**Goal of the exercise:** Your task is to transcribe the entries below exactly, beginning with the line containing "ring mcp: (271, 173)" and ending with the final line, and to add nothing else.

**Source material:**
►

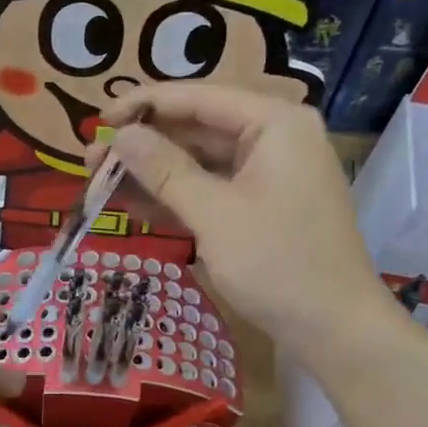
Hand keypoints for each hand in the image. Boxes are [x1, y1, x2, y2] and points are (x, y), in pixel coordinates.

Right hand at [88, 83, 387, 361]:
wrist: (336, 329)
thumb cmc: (278, 264)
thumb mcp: (214, 214)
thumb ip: (164, 169)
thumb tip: (120, 135)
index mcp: (275, 123)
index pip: (198, 97)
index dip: (143, 106)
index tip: (98, 121)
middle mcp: (275, 138)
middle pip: (198, 127)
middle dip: (144, 144)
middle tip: (92, 161)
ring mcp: (271, 173)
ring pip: (201, 161)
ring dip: (154, 172)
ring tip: (101, 183)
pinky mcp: (264, 205)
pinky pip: (213, 188)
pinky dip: (177, 196)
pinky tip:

◄

**Solution for this task:**
ring mcp: (271, 173)
ring pip: (201, 161)
ring dip: (154, 172)
ring tip: (101, 183)
pinky mcp: (264, 205)
pinky pip: (213, 188)
pinky dip: (177, 196)
pinky tip:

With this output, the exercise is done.